Introducing oavif

oavif is a new approach to target quality encoding in image compression, designed around smarter convergence strategies and quicker scoring to be as fast as possible.

Waves Crashing

Why?

Target quality encoding is one of the highest impact use cases for image compression. A target quality encoder framework aims to produce an image encoded at a particular quality set by the user according to some metric or visual quality index. This kind of encoder framework is useful for a variety of users, ranging from small website owners to content delivery networks pushing vast quantities of image data through the Web.

The value of target quality encoding is perceptual consistency. If I rely entirely on my encoder's internal quality index (often set with a "q" parameter), I may not get outputs of perfectly consistent quality when using the same "q" across different images. Relying on a metric that represents the viewer's experience is the solution to this; targeting a representative score within this metric will ensure you always receive an optimally encoded file that never undershoots and ruins image quality, and never overshoots and wastes data.

oavif is a tool to do target quality encoding extremely quickly. There are three core components to a target quality encoding framework: the metric, the encoder, and the convergence algorithm. oavif aims to leverage or improve the state of the art in all three categories.

I think this use case has been neglected because it sits in an awkward spot, stuck between encoder development and content deployment. Considering image encoders and powerful metrics are fast, it is easy to take them for granted and build inefficient frameworks around them. Slow frameworks waste valuable resources; processing images is expensive. I built oavif with the same approach I've adopted when building encoders, where every CPU cycle counts.

Metric

There are good metrics and bad metrics in the context of what humans care about in images. PSNR is a bad metric; targeting a PSNR score doesn't mean anything to users, because images at the same PSNR could look completely different. However, PSNR is very fast, and faster metrics lend themselves more favorably to target quality encoding.

SSIMULACRA2 correlates highly with subjective human quality ratings, but it is comparatively slow compared to simpler metrics. I set out to remedy this with fssimu2, a faster implementation that uses almost 40% less memory. This is what oavif uses, and it makes computing the in-loop metric much faster compared to the reference library.
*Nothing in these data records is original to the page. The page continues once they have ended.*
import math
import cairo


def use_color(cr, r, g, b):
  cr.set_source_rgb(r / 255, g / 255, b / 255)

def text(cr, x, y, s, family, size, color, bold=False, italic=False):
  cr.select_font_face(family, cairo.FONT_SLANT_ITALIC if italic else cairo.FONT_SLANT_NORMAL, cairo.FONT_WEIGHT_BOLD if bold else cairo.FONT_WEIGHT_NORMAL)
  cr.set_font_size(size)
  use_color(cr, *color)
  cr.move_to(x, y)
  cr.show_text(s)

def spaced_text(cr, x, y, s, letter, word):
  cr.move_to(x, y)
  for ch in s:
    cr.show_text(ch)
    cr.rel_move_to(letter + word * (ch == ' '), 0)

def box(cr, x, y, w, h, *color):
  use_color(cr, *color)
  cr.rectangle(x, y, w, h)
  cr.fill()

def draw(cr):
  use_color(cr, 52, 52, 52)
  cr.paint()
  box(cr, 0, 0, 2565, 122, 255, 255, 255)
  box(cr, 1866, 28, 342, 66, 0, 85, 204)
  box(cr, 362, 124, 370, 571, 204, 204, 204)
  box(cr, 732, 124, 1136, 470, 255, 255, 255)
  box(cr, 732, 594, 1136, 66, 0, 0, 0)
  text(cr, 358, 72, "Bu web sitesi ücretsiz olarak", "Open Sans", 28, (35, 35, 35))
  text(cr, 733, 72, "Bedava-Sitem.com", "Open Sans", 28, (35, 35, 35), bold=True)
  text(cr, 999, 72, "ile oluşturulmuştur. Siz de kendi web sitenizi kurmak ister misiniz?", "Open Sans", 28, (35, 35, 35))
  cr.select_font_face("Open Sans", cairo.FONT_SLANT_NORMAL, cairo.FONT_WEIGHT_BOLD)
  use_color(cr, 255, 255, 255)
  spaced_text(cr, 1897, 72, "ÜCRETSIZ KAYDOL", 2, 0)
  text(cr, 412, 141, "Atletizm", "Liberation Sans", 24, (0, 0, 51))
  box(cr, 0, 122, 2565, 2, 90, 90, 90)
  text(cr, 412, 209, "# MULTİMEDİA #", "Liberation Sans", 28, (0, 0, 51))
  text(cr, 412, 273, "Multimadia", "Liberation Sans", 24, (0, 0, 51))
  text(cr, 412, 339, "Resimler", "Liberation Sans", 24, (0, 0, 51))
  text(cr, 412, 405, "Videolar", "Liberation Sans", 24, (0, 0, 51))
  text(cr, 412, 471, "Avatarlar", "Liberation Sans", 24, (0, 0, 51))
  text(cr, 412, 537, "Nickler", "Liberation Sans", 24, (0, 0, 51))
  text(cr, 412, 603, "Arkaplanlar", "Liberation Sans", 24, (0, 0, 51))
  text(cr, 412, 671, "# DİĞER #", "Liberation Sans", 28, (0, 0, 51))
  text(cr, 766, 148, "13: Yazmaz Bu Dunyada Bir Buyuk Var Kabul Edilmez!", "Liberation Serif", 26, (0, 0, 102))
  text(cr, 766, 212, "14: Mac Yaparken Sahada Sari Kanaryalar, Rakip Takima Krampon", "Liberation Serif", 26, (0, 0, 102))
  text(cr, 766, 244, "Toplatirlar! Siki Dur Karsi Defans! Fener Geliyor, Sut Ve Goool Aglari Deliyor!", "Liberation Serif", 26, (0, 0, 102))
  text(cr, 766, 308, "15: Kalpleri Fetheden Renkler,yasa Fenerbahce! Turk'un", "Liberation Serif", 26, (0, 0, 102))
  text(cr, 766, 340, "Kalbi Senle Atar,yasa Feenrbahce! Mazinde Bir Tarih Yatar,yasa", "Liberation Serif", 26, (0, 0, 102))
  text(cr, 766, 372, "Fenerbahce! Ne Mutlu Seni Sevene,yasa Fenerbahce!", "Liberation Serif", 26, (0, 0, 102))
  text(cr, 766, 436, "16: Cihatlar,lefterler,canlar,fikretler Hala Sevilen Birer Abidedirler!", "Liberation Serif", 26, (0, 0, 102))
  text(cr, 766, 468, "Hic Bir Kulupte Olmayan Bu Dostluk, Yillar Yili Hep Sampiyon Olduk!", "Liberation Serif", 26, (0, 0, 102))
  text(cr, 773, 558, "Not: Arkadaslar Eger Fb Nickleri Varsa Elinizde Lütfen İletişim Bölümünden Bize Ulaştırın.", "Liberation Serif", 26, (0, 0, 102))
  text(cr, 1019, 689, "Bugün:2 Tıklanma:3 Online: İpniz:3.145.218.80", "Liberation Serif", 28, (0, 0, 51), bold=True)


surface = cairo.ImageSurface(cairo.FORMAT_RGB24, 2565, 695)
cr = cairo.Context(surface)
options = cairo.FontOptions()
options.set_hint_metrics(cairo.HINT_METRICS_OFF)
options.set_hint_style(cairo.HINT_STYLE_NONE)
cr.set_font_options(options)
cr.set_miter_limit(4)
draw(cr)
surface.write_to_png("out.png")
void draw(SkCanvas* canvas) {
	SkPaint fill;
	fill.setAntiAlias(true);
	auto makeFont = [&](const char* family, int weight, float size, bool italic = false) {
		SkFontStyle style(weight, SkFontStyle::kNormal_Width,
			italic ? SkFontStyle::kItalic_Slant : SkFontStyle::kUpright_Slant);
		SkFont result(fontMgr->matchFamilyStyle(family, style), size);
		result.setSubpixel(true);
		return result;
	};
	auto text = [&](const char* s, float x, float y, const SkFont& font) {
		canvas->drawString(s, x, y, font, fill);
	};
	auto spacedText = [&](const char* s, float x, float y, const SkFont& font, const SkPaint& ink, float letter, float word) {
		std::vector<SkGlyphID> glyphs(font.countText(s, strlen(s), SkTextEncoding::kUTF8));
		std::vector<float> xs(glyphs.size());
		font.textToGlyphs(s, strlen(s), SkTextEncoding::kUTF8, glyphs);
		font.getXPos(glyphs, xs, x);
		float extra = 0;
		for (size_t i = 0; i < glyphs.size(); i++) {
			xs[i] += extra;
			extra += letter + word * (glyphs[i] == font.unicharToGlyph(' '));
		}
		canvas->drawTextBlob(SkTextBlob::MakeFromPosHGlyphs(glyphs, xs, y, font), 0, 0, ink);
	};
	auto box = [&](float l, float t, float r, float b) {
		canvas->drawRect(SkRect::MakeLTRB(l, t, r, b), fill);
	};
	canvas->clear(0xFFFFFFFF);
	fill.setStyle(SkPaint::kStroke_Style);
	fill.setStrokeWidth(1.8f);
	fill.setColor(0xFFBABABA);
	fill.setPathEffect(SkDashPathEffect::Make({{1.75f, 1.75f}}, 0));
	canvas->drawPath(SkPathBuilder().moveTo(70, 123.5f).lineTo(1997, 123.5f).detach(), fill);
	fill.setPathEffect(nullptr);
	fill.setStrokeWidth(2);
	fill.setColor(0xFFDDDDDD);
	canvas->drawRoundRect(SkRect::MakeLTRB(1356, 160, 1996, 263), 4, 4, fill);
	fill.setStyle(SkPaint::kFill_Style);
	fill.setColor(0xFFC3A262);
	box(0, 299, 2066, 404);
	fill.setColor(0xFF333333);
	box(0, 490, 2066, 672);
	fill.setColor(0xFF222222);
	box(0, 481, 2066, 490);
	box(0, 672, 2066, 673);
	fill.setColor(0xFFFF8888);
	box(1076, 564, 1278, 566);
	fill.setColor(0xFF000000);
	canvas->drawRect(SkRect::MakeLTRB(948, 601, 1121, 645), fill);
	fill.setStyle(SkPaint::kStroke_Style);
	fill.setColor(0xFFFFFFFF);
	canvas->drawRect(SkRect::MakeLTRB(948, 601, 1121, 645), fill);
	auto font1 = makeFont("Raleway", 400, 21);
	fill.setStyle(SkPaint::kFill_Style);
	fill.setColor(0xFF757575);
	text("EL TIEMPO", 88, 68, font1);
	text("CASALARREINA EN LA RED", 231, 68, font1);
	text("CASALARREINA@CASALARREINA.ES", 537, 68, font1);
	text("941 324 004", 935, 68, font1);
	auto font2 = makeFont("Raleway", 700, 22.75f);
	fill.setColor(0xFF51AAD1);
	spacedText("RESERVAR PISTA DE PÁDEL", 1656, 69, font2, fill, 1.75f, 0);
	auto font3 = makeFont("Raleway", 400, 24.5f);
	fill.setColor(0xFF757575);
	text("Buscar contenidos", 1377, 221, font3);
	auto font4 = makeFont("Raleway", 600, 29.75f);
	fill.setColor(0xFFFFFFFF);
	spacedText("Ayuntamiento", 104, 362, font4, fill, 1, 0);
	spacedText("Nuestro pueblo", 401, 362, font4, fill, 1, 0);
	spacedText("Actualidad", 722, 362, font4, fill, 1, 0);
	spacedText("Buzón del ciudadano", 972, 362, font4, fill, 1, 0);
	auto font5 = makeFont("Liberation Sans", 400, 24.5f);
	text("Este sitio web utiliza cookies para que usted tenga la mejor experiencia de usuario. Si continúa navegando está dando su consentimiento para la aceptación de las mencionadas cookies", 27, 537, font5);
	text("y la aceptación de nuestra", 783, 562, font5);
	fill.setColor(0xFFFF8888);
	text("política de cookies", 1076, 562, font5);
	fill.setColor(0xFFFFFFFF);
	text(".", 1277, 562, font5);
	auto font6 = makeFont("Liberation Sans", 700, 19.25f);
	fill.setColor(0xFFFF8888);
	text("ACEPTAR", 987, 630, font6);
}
Testing on a 4k test image against a distorted sample for an average time to score across 8 runs, Butteraugli (a perceptual metric from the libjxl project) took 2455ms, while the reference SSIMULACRA2 implementation took 1162ms. fssimu2 takes 631.9ms. Testing was done on my M2 MacBook Air using hyperfine.

fssimu2 performance graph

Encoder

AVIF is a capable Web image format. oavif uses libaom (via libavif) because it is the best open-source image encoder available relative to its speed. I worked on improving AVIF encoding in 2024 during my work on SVT-AV1-PSY. Google (with help from Julio Barba) later adopted this work and advanced it further in libaom. It is now used by some websites you may know, such as The Guardian.

Aside from speed, encoder consistency is valuable in the context of target quality encoding (I'll explain more about why later). In fact, a perfectly consistent encoder would be able to eliminate the need for targeting entirely since the encoder's user-configurable Q would map perfectly to some perceptual index. libaom has had engineering effort go into encoder consistency, which is a valuable thing.

Convergence

A simple convergence loop looks like this:

  • Decode input, pass to encoder
  • Decode encoder output & compare to input with metric
  • If we hit the target metric score, finish; otherwise, repeat prev. step with modified settings

The most important part here is how we decide to modify our settings. This is the convergence algorithm that allows us to search for the best encoder Q. The easiest way to do this is with binary search, and some more recent implementations have utilized clever interpolation using past data to inform the next guess based on the fact that we know encoder Q and target score are likely correlated.

oavif takes inspiration from both of these, adding predictive modeling alongside error-informed search space correction to improve search times significantly. To understand why, we'll walk through each stage of the implementation.

This testing was done using the Daala subset2 image dataset. Importantly, I only used this dataset for validation; oavif was not designed around this specific dataset in any way. When testing, the oavif configuration was left at defaults; only the convergence implementation was modified. The threshold for meeting the target score is ±2.0 in oavif by default, and the default target score is 80.0 as measured by fssimu2 because it is a reasonable "high fidelity" target.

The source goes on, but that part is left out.